Exercise instructions: Search the records for "Bridgeton". Report every line where it occurs.
(Dataset extract)
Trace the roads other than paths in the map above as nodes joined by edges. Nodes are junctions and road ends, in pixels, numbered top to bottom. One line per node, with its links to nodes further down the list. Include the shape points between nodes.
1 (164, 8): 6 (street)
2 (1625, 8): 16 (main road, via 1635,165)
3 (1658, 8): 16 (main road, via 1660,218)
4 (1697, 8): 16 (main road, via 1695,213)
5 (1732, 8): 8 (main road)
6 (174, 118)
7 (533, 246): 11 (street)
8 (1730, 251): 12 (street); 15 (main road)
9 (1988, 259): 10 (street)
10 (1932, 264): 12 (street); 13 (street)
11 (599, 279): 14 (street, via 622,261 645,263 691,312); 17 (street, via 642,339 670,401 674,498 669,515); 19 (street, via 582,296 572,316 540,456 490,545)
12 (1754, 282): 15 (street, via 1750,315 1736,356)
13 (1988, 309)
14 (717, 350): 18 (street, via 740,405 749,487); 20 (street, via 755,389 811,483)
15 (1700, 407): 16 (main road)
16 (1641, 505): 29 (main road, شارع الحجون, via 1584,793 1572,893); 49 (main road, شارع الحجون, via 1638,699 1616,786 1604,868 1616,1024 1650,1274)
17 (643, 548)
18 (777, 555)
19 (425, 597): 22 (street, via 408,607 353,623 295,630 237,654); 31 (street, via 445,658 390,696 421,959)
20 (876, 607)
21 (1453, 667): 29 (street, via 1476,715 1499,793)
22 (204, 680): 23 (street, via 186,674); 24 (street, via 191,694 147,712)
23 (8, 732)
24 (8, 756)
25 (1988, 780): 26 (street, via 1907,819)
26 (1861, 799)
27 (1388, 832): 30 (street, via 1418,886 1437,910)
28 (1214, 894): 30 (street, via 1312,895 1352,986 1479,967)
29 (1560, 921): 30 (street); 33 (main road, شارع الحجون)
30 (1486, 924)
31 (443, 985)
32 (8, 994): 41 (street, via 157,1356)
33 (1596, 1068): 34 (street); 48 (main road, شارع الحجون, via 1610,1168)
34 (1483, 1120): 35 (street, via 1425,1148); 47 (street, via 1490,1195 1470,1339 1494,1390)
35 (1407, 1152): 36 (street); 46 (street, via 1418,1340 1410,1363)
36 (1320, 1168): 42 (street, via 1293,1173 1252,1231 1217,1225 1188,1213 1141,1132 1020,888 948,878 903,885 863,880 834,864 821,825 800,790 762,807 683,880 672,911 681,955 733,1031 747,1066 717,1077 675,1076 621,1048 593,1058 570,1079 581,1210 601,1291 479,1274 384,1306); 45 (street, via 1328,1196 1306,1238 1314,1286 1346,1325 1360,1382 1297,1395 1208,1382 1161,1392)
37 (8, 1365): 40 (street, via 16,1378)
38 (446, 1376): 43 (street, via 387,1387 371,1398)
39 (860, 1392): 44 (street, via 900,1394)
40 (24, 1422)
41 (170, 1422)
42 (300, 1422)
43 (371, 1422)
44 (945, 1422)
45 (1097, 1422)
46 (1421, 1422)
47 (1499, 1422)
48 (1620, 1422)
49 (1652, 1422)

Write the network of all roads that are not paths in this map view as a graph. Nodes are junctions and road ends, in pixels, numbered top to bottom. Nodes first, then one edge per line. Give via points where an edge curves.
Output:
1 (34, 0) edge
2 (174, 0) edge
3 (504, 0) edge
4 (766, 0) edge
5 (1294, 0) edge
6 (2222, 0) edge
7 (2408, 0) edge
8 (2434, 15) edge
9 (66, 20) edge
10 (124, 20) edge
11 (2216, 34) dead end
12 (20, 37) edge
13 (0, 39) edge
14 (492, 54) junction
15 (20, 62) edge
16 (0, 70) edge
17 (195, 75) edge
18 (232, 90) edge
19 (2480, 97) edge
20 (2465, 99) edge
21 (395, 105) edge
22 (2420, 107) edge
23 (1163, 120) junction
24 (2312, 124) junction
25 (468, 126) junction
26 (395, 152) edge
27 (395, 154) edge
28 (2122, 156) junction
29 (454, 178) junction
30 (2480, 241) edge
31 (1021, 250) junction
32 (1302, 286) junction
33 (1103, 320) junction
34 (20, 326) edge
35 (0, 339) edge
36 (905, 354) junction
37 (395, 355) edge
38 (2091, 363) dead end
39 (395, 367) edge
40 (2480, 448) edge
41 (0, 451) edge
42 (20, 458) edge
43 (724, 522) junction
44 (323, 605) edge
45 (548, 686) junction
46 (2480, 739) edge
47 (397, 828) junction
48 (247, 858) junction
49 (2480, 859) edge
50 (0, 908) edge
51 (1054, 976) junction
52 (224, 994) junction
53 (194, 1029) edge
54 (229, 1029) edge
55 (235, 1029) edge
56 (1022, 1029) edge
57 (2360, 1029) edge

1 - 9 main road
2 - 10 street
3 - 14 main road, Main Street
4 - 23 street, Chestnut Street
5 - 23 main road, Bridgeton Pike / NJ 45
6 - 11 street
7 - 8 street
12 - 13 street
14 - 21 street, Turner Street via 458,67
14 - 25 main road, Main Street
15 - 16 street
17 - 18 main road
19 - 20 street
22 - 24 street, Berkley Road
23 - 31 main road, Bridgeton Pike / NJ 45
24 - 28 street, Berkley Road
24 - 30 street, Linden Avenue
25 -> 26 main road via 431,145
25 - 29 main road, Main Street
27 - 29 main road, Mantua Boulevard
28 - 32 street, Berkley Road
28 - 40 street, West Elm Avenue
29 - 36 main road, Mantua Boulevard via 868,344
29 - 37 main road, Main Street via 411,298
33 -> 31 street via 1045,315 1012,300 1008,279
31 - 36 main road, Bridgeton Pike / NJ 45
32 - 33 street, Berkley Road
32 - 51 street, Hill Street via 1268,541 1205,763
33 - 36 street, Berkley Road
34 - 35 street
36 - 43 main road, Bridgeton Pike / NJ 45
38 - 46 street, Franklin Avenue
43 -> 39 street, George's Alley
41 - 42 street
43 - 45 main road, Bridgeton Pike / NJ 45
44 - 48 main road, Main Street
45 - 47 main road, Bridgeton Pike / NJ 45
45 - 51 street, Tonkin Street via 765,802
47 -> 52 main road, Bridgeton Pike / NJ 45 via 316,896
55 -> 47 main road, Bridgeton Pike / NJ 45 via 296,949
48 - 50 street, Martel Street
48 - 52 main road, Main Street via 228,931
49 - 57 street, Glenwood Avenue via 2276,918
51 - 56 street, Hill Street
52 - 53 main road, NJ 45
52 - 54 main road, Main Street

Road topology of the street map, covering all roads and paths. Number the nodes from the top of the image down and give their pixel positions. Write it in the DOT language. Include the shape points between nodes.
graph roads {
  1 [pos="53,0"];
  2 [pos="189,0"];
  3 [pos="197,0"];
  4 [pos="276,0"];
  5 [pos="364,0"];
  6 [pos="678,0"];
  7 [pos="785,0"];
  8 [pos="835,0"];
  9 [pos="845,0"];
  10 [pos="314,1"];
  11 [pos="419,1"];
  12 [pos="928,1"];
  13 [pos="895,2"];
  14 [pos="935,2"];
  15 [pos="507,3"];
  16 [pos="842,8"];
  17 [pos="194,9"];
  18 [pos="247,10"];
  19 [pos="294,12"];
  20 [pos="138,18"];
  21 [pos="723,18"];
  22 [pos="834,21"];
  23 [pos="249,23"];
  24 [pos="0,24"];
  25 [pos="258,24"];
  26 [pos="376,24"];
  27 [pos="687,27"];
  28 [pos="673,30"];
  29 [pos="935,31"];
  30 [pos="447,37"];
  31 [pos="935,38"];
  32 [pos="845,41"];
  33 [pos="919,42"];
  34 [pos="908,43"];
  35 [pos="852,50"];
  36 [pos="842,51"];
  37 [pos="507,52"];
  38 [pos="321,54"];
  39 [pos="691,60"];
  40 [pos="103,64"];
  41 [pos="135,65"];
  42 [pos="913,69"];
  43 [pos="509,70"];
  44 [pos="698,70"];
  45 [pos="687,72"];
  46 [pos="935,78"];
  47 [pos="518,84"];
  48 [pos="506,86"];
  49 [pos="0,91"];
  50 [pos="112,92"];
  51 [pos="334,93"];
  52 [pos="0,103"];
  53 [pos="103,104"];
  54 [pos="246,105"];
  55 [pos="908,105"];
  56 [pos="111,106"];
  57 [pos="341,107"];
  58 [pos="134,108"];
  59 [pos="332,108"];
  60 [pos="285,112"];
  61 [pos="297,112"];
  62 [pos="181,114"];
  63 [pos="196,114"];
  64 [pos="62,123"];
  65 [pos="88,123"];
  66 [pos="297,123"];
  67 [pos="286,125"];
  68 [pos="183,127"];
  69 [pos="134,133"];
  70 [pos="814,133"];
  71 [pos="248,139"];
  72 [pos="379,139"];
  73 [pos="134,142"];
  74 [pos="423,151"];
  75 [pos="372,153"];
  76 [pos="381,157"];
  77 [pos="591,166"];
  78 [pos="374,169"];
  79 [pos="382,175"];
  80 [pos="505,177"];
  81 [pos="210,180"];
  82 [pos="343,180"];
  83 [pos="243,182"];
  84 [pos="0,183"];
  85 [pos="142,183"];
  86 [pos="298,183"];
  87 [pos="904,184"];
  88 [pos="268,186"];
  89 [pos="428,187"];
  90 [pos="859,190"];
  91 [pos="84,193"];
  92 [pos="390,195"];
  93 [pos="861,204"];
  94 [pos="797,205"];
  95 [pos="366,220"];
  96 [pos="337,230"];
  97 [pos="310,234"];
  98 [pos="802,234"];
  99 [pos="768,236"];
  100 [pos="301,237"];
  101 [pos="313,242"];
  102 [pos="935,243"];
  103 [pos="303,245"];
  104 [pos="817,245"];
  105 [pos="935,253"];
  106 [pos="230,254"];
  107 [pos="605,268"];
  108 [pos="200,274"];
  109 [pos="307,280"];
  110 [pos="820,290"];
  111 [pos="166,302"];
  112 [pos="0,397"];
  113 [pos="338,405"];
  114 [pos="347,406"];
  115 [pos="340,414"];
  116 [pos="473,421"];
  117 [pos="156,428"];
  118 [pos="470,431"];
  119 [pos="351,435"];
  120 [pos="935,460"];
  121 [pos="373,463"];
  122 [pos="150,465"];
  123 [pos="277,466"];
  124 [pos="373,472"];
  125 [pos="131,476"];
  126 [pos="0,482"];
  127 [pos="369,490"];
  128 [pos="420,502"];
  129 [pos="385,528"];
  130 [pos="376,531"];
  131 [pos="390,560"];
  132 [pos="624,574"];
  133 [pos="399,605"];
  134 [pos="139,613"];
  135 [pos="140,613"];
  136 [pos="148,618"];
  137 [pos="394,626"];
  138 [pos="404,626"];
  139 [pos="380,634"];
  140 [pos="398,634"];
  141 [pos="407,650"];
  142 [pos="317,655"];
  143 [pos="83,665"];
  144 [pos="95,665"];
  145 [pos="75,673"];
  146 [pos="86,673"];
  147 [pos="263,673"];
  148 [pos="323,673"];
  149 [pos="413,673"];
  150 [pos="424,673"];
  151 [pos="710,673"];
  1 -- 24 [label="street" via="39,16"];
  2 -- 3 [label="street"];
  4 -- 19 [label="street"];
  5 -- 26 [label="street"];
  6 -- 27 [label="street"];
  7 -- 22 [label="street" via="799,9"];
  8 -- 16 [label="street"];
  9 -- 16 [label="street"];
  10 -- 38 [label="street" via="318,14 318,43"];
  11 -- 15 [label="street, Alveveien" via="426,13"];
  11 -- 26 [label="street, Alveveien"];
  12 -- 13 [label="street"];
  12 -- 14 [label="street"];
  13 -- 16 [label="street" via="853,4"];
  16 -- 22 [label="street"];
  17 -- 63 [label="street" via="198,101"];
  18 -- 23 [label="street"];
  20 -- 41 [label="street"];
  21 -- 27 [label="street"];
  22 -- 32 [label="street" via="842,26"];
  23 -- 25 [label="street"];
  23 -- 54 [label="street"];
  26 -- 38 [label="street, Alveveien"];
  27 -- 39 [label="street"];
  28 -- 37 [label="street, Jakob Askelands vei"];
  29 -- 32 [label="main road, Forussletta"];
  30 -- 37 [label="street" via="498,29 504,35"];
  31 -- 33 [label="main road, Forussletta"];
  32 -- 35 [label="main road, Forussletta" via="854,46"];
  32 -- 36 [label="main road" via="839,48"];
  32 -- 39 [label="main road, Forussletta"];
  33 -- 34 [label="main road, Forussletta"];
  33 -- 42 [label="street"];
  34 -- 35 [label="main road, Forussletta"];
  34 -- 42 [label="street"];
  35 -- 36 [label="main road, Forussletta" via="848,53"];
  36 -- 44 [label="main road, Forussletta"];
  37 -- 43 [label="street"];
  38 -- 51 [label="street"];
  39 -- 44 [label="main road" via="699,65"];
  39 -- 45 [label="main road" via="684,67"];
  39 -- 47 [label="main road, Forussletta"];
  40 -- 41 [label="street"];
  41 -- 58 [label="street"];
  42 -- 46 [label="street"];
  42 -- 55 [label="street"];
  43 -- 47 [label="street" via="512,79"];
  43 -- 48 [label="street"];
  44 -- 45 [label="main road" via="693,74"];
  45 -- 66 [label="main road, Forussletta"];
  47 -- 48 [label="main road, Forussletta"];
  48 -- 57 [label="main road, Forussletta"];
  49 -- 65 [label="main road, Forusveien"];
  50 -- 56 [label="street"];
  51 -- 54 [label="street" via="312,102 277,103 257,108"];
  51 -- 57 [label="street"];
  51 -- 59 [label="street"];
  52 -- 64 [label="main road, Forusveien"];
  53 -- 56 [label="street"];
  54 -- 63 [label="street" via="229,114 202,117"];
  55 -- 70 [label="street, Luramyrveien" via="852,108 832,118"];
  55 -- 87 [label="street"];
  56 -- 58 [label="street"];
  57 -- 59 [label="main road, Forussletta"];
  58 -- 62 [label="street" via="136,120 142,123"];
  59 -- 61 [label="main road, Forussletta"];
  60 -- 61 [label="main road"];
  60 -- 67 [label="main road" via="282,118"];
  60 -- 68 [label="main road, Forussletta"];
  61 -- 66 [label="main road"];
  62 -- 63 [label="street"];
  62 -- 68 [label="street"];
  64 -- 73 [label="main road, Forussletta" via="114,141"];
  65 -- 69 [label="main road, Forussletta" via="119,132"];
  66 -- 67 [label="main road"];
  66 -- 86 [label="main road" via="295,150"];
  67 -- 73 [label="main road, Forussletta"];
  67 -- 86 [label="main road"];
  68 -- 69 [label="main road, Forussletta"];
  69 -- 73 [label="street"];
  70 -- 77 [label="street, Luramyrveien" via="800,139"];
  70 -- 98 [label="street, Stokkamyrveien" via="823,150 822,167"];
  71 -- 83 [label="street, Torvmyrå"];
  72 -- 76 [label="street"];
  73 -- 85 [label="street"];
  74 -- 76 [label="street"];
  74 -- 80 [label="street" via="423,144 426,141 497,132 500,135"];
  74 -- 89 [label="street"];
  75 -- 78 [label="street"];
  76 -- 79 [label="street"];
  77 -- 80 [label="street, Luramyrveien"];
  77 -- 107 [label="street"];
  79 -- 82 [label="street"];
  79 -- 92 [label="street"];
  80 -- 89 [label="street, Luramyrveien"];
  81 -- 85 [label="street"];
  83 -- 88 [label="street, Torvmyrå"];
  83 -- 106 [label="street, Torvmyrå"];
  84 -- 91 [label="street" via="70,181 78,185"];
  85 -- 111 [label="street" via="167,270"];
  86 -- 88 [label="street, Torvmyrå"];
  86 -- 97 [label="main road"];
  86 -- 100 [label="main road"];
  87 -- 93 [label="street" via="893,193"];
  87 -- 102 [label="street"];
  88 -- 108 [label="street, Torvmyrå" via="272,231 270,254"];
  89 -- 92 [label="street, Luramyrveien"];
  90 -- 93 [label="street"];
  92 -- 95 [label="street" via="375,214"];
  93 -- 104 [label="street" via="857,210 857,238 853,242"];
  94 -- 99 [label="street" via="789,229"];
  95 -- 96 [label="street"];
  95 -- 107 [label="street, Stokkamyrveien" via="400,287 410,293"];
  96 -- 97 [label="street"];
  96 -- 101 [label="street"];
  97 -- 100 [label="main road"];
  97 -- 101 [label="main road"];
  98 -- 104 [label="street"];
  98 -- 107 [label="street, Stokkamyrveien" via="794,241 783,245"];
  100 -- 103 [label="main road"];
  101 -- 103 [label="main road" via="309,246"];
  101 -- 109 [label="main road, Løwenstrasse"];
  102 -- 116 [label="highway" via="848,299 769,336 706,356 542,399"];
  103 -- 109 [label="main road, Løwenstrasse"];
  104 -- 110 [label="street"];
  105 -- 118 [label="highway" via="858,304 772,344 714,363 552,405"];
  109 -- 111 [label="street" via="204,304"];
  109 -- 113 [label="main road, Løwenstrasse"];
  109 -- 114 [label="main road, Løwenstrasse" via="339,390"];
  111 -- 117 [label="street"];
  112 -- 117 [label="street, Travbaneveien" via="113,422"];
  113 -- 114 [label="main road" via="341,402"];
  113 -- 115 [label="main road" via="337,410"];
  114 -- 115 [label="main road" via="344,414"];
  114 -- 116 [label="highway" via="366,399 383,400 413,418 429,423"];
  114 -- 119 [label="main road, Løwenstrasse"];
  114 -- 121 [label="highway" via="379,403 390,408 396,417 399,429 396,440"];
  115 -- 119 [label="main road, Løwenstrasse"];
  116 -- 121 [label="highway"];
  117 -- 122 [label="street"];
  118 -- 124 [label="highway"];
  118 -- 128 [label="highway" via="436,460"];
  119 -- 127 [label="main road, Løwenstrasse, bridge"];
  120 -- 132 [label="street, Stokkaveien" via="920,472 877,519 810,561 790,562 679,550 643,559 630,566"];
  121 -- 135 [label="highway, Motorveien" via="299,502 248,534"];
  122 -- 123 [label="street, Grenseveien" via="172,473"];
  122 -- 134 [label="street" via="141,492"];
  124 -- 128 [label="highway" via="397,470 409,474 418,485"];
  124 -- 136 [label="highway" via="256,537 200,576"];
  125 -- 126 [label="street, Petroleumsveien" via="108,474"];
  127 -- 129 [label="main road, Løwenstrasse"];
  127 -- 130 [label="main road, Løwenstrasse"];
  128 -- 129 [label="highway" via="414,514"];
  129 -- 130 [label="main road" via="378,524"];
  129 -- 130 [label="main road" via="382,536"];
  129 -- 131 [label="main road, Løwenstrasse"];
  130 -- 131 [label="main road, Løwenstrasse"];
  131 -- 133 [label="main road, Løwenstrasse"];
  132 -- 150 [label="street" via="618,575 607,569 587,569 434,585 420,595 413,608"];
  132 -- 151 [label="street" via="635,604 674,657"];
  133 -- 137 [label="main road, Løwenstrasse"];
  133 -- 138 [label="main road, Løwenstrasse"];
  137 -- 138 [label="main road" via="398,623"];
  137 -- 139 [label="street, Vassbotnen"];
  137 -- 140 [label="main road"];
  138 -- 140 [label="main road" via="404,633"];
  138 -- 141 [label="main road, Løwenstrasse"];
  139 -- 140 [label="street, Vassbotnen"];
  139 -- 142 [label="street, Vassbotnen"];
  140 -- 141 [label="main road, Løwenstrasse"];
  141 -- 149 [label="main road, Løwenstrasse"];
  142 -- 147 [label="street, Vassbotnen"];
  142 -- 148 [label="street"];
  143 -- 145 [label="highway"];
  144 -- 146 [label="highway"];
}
(End Dataset extract)
Solution for this exercise:
5 - 23 main road, Bridgeton Pike / NJ 45
23 - 31 main road, Bridgeton Pike / NJ 45
31 - 36 main road, Bridgeton Pike / NJ 45
36 - 43 main road, Bridgeton Pike / NJ 45
43 - 45 main road, Bridgeton Pike / NJ 45
45 - 47 main road, Bridgeton Pike / NJ 45
47 -> 52 main road, Bridgeton Pike / NJ 45 via 316,896
55 -> 47 main road, Bridgeton Pike / NJ 45 via 296,949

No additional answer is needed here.